For those of you without seasonal residences, one of the most bizarre things is that the way you leave everything when you leave is (hopefully) the way it will be when you arrive to greet the new habitable season. That means if you leave an unwashed glass on the counter it will still be an unwashed glass mocking your lack of housekeeping skills six months from now. If you leave a book halfway read it will still be waiting for you in the spring, although at that point it will need to be all-the-way-from-the-beginning-read, which is not necessarily a bad thing. And if you leave a bag of potatoes under the sink you are on your own.

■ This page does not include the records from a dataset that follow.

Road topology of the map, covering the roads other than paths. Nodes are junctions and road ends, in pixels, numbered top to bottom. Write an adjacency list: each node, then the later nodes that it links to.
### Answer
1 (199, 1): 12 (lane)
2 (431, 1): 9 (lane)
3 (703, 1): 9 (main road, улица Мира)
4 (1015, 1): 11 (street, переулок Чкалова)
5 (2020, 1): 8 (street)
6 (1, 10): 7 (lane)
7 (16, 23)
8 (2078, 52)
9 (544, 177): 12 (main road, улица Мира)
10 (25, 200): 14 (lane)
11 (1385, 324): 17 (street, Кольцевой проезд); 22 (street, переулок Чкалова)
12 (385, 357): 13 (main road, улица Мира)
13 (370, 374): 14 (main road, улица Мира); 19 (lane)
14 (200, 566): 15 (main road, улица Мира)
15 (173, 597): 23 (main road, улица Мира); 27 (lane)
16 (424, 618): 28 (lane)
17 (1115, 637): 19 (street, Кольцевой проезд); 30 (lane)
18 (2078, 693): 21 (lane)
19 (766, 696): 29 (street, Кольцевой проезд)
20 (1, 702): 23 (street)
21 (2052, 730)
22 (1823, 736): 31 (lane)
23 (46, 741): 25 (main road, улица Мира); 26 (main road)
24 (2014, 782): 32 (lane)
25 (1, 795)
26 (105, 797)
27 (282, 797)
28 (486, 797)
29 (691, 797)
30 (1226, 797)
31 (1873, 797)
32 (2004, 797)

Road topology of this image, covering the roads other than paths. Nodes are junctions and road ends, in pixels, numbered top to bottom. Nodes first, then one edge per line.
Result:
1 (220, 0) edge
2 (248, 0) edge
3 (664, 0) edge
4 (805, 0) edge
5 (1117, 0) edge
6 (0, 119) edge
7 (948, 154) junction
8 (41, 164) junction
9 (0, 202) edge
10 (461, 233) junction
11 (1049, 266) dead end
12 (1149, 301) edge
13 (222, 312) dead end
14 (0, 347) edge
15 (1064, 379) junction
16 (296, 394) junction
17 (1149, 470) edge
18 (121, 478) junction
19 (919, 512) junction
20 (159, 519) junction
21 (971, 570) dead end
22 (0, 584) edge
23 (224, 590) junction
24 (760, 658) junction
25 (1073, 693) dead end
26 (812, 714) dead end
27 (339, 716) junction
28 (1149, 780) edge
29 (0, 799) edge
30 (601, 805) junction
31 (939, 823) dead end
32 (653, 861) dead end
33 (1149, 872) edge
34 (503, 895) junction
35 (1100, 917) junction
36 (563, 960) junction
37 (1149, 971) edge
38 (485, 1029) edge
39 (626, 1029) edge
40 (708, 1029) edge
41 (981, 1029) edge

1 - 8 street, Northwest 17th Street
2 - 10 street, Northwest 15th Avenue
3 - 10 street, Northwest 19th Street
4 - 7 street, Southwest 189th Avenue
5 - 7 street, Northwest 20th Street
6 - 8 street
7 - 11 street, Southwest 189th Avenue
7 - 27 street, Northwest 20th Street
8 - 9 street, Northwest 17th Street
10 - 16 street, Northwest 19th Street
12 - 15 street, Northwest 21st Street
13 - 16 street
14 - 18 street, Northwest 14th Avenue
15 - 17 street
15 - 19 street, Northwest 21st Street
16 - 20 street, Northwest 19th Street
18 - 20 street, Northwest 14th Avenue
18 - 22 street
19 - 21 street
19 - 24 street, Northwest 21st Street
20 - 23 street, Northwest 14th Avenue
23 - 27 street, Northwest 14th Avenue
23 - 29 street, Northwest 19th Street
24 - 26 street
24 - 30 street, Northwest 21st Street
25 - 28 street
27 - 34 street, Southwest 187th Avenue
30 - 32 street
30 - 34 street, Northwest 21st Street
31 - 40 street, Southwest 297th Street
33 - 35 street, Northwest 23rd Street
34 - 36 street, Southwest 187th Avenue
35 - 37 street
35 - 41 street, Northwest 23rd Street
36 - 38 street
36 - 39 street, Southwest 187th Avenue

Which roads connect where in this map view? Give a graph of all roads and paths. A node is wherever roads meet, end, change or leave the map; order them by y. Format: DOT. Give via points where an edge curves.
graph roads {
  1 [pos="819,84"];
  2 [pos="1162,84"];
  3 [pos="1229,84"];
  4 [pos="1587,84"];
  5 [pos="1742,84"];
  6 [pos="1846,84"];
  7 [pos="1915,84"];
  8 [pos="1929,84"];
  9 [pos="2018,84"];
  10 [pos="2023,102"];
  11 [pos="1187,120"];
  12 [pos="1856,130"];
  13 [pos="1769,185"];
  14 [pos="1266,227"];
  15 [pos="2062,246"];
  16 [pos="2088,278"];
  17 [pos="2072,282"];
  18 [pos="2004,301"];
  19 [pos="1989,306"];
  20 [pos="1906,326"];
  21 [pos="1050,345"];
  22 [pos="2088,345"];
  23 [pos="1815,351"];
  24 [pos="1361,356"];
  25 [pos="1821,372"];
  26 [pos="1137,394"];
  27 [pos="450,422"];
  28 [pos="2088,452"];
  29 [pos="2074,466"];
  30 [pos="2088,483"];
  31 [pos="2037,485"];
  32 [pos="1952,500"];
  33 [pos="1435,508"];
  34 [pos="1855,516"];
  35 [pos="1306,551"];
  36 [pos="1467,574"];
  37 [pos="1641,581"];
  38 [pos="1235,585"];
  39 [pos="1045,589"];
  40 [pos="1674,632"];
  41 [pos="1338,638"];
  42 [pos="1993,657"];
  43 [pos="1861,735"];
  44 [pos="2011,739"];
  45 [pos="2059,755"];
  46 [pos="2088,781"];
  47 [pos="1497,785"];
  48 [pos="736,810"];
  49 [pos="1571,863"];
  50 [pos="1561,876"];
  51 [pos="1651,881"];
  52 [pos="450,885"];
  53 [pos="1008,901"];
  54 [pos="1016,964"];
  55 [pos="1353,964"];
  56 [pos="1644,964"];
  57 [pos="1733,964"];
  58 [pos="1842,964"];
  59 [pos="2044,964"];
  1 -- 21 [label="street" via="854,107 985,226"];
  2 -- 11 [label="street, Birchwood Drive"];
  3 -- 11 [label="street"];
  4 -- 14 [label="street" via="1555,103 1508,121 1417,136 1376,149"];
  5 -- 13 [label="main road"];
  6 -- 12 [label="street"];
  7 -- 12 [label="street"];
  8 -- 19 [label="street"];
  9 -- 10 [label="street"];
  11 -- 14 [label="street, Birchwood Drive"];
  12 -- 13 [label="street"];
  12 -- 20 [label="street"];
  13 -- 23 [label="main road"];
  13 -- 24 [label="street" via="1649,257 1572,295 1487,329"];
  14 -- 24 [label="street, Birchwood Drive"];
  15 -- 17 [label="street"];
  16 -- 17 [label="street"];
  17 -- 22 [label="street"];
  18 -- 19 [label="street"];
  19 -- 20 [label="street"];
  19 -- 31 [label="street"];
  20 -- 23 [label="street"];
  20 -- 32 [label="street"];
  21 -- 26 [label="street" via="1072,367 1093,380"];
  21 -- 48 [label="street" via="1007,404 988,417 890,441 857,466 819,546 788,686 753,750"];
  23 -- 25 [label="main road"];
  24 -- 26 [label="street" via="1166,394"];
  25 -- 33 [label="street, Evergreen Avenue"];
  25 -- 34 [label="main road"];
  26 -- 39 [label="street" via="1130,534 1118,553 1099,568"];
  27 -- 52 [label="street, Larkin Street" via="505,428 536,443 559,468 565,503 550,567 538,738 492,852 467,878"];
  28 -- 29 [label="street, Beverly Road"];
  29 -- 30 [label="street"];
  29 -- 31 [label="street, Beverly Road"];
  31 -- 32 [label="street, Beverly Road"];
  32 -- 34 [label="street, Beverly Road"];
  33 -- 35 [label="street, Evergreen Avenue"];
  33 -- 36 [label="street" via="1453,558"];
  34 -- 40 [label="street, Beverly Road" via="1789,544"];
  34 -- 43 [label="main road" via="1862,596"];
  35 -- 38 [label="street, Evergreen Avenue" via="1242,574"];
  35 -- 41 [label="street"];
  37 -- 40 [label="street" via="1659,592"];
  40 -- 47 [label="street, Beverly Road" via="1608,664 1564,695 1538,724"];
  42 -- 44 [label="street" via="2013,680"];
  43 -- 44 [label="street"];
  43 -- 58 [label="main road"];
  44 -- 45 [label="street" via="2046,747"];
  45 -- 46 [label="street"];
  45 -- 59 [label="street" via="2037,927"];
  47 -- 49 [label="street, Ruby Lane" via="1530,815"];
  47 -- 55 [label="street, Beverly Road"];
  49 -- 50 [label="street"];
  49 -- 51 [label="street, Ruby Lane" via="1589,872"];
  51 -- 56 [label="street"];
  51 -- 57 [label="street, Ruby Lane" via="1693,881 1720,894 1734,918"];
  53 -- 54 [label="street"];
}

Although I aspire to be one of the jetsetters who simply keeps a wardrobe’s worth of clothes in each of their various houses, I have not perfected that yet. This might have to do with the need to own several iterations of outfits that can live independently and magically suit any occasion that might arise when I am unexpectedly in Cannes or Mustique, but I am only marginally capable of having enough clothes that can get me through a week without calling attention to the similarity of my ‘look’. So that’s why it is necessary to remember to repatriate the bathing suits and other summer wear that gets more wear at the cottage: to be able FedEx it to Mustique and back.
When the leaves fall they reveal a lot of stuff that you would rather not see. Most of this involves the yard work you wish you had done, or more correctly, you wish you had someone else to do. Although at the cottage it isn’t so much yard work as staving off the encroaching forest. In my own defence I must say I am a big fan of minimal staving, but I think I discovered at least three new invasive species of plant life this year. Anything that is still thriving and green in mid-November must be up to no good. At this point, I think I will let winter sort it out. If it shows up again in the spring, I’ll be looking for some DDT on Craigslist. After all, what doesn’t kill you makes you stronger.
“Now the seats are all empty – let the roadies take the stage. The only time that seems too short is the time we get to play.”